Since 1997, he has been a partner in the Moscow law firm ALM Feldmans, which clients, among others, included Boris Berezovsky and his family, Mikhail Khodorkovsky and Platon Lebedev, Group Menatep Ltd and Yukos Oil Company, as well as other senior figures of Menatep and Yukos. In 1997-2004 the firm was well known as the external counsel for Yukos.
In November 2004, the offices of ALM Feldmans law firm were raided and searched by Russian government agents led by the investigators from the General Prosecutor’s Office. The investigators demanded that Feldmans provided them with literally everything related to Yukos or Menatep, contained in its attorney files. Soon after ALM Feldmans was effectively destroyed by the broader attack on Yukos and its advisers and ceased to exist in 2005. A district court in Moscow issued an arrest warrant for Ivlev in 2005 on charges of embezzlement and money laundering, identical to those against Khodorkovsky and Lebedev, who were charged with the same in 2007. Ivlev had refused to give (false) incriminating evidence against his clients. In May 2019 he was convicted in absentia by a Moscow court for 10 years of imprisonment.
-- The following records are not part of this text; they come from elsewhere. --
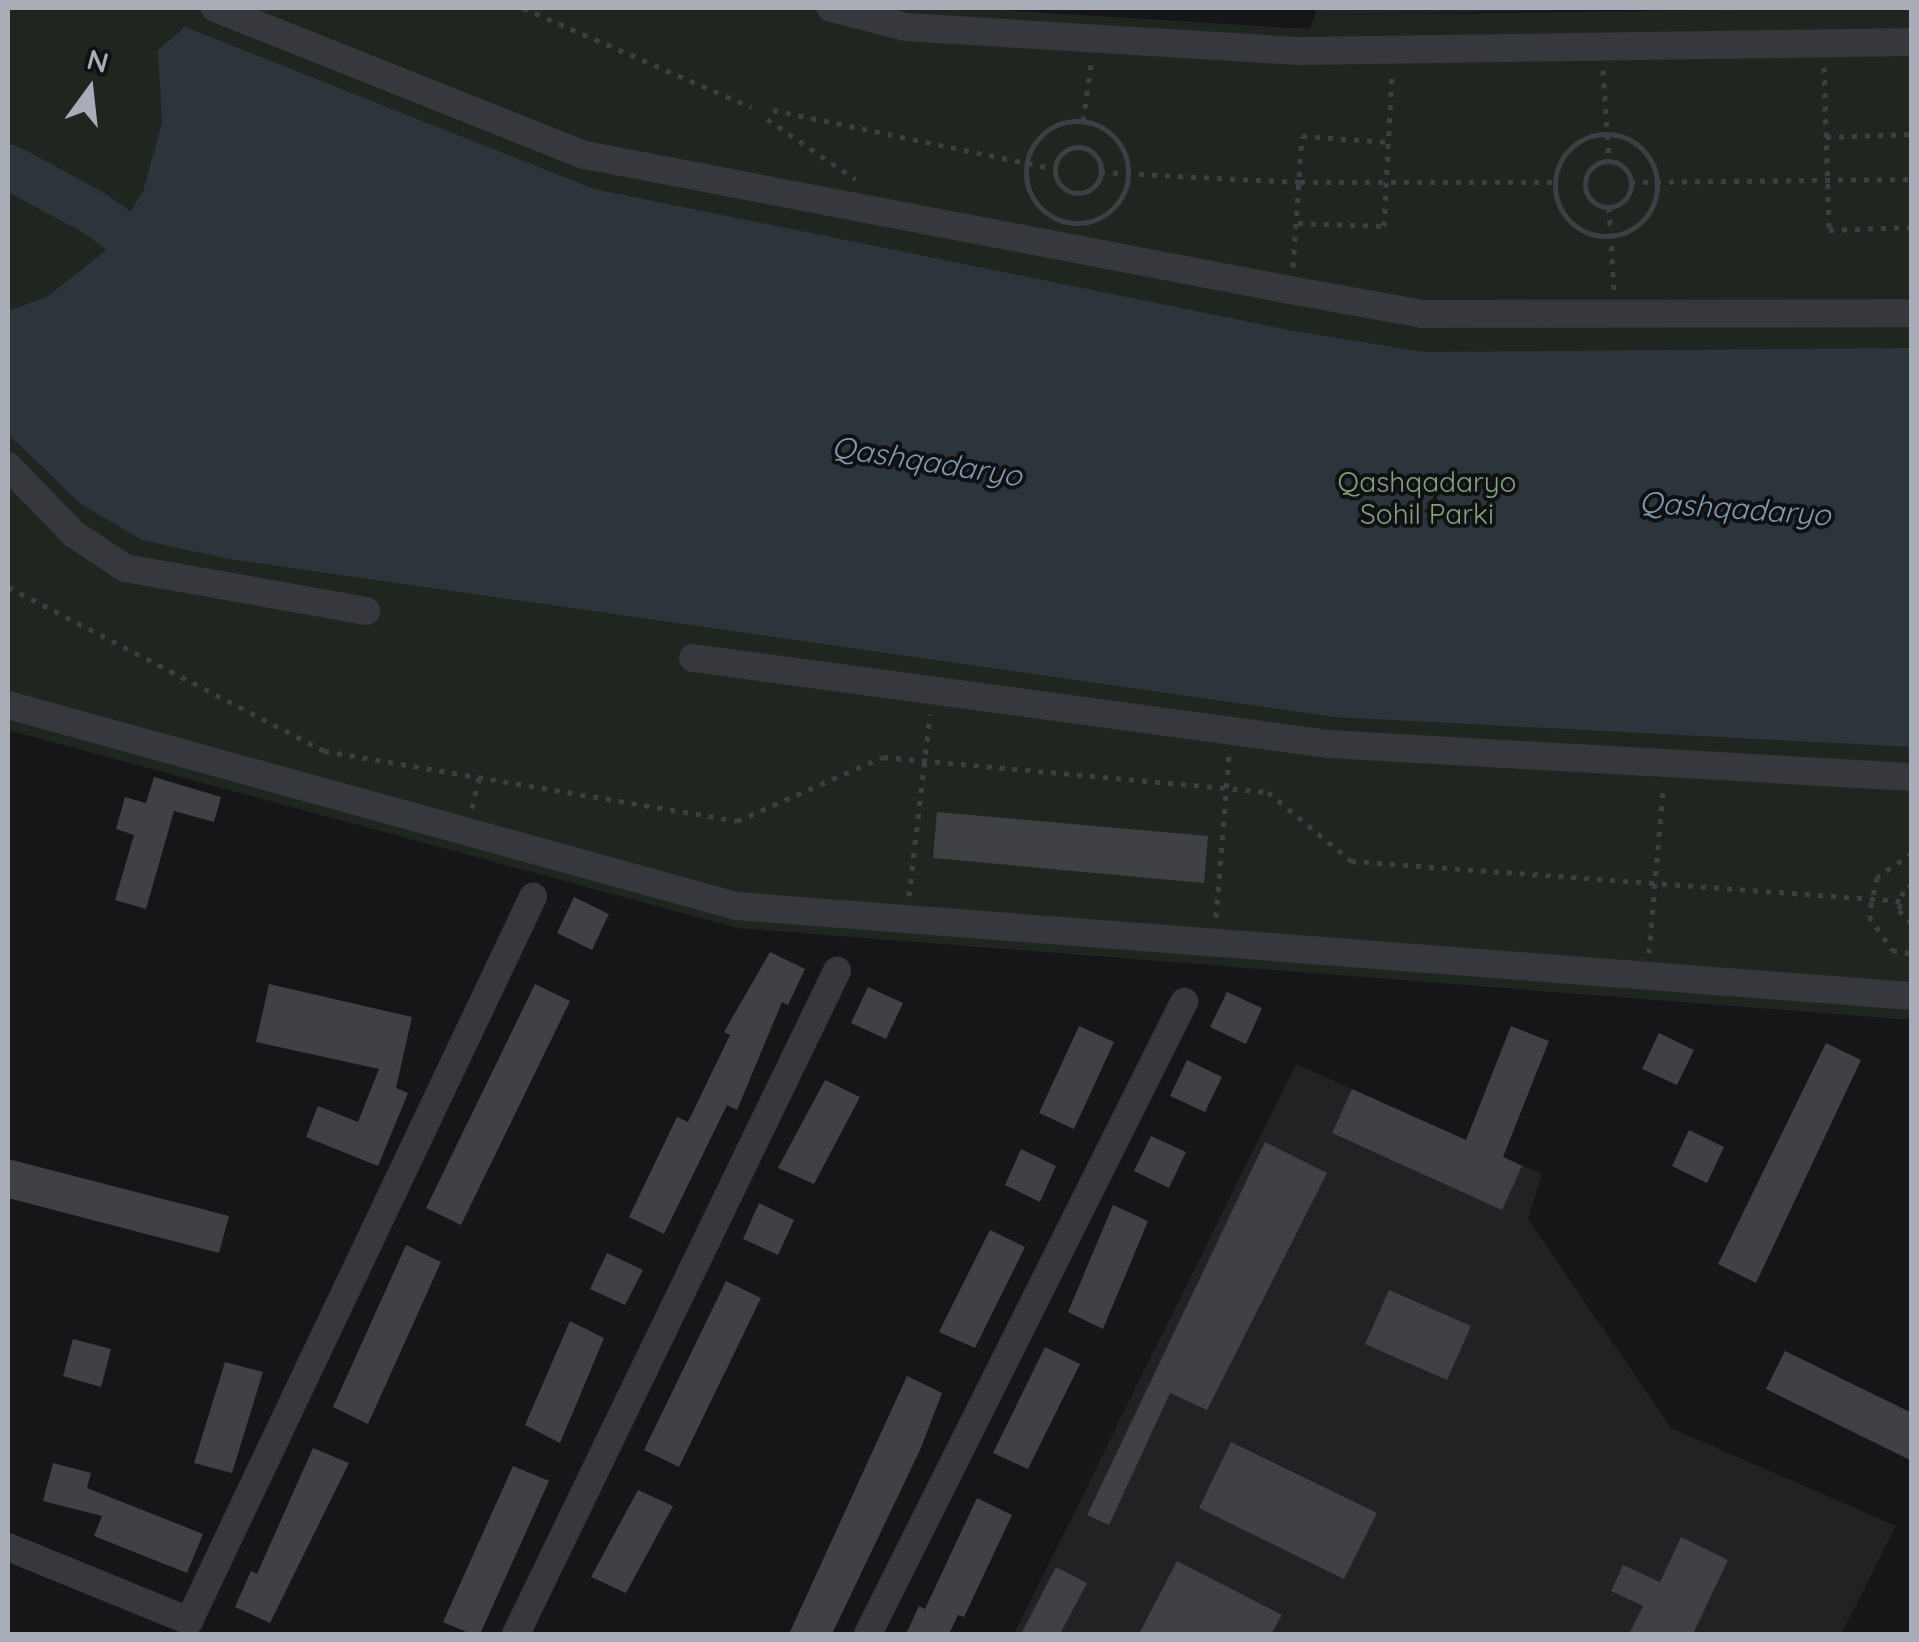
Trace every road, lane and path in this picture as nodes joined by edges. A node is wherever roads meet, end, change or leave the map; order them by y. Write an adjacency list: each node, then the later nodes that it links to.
1 (215, 8): 34 (street)
2 (523, 8): 9 (path)
3 (831, 8): 4 (street)
4 (1095, 39): 8 (street); 12 (path)
5 (1912, 42): 6 (street)
6 (1823, 44): 7 (street); 15 (path)
7 (1602, 47): 8 (street); 14 (path)
8 (1393, 50): 16 (path)
9 (751, 107)
10 (773, 110): 18 (path)
11 (767, 119): 29 (path)
12 (1083, 121): 18 (path); 21 (path)
13 (1912, 134): 15 (path)
14 (1607, 136): 17 (path); 25 (path); 27 (path)
15 (1826, 136): 23 (path)
16 (1388, 142): 24 (path); 28 (path)
17 (1608, 162): 26 (path); 30 (path)
18 (1028, 164): 19 (path); 21 (path)
19 (1056, 169): 20 (path); 20 (path)
20 (1100, 172): 21 (path)
21 (1126, 175): 24 (path)
22 (1912, 179): 23 (path)
23 (1828, 180): 27 (path); 32 (path)
24 (1300, 182): 28 (path); 31 (path)
25 (1556, 182): 28 (path); 33 (path)
26 (1630, 182): 27 (path); 30 (path)
27 (1656, 182): 33 (path)
28 (1386, 184): 31 (path)
29 (872, 190)
30 (1609, 206): 33 (path)
31 (1298, 223): 34 (path)
32 (1912, 227)
33 (1610, 234): 36 (path)
34 (1290, 290): 36 (street)
35 (1912, 312): 36 (street)
36 (1616, 314)
37 (8, 466): 39 (street)
38 (8, 588): 44 (path)
39 (366, 611)
40 (694, 658): 41 (street)
41 (933, 691): 43 (street); 44 (path)
42 (8, 705): 54 (street)
43 (1231, 730): 45 (street); 47 (path)
44 (924, 761): 47 (path); 54 (path)
45 (1666, 767): 46 (street); 49 (path)
46 (1912, 777)
47 (1226, 788): 49 (path); 56 (path)
48 (1912, 853): 52 (path)
49 (1655, 883): 52 (path); 59 (path)
50 (1912, 884): 53 (path)
51 (534, 897): 62 (street)
52 (1872, 899): 53 (path); 57 (path)
53 (1901, 901): 55 (path)
54 (906, 918): 56 (street)
55 (1912, 924)
56 (1214, 942): 59 (street)
57 (1912, 954)
58 (837, 971): 63 (street)
59 (1647, 975): 60 (street)
60 (1912, 996)
61 (1184, 1002): 64 (street)
62 (8, 1547)
63 (516, 1634)
64 (868, 1634)

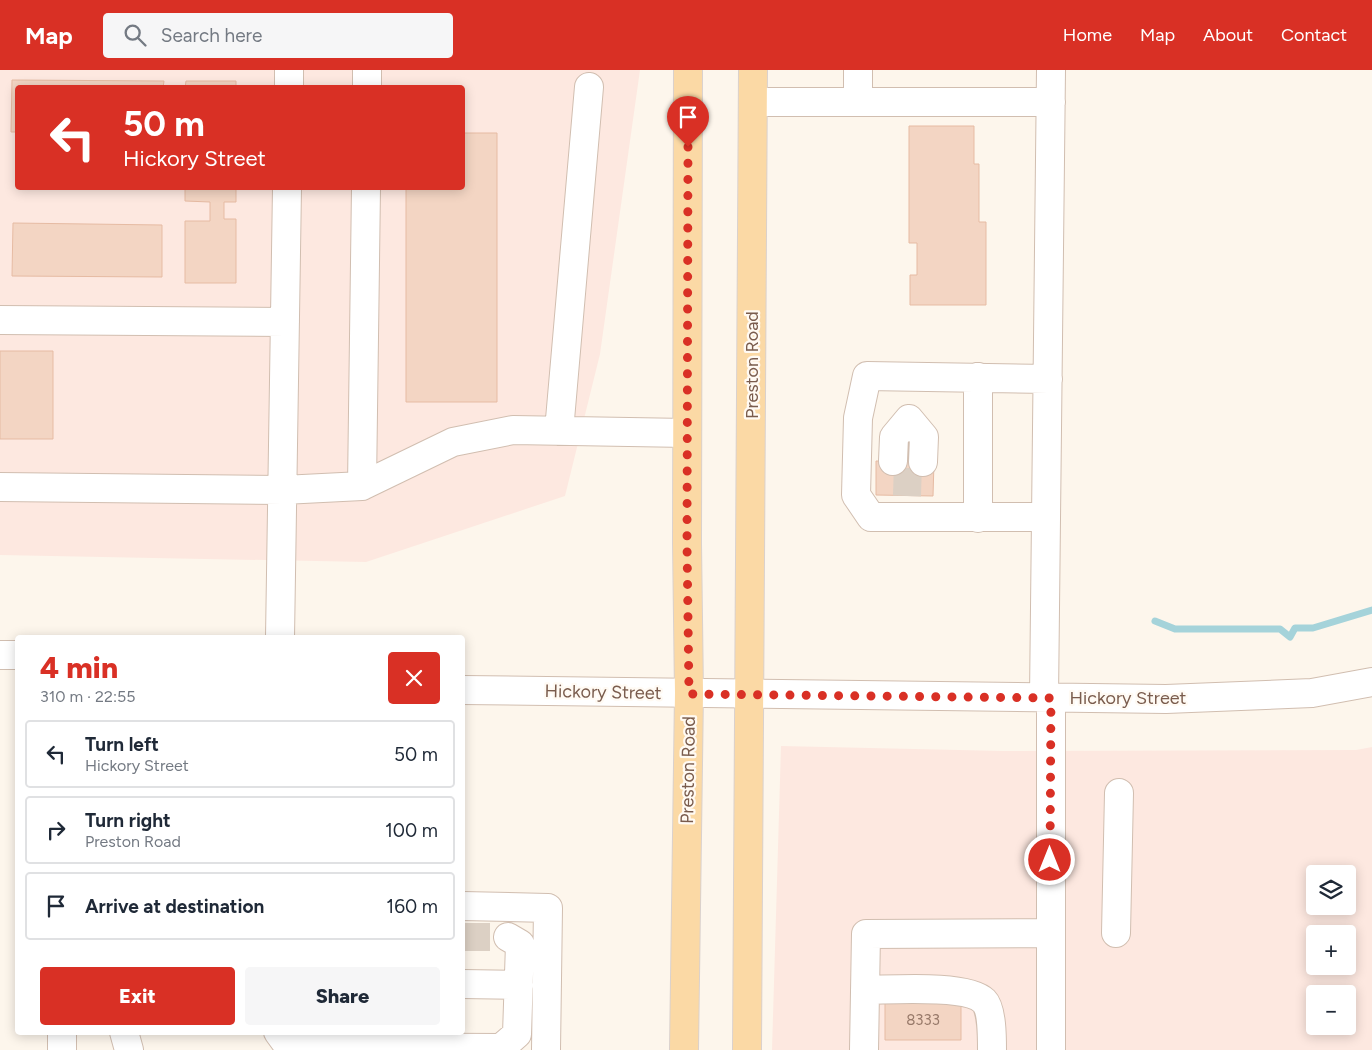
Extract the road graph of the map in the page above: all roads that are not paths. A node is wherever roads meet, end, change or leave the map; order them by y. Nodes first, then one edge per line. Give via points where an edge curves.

From 2010 to 2014 Ivlev was executive director of Institute of Modern Russia – a New York-based think tank organized by Mikhail Khodorkovsky and his son Pavel Khodorkovsky. In 2016 Ivlev became executive director of KRES Poliskola, an educational non-profit organization with offices in Riga, Latvia and Brooklyn, New York.
In 2004, as a result of wrongful persecution, Ivlev was forced to leave Russia for New York City, where in 2009 he founded the Committee for Russian Economic Freedom to campaign for free market and civic freedoms in Russia.
For the past quarter of a century it has been Pavel Ivlev’s primary duty, as both a professional in the field of law and as a human-rights activist, to study and analyze legal, political, social, and economic situation in Russia in order to consult and guide his clients from all over the world, including businesses and educational institutions. He has participated as a panelist or speaker in dozens of conferences on Russia and Russia-related human rights issues, including persecution of dissidents and human rights leaders, and been extensively interviewed or cited by world leading media outlets.
Since 2005 Pavel Ivlev lives in New Jersey, USA.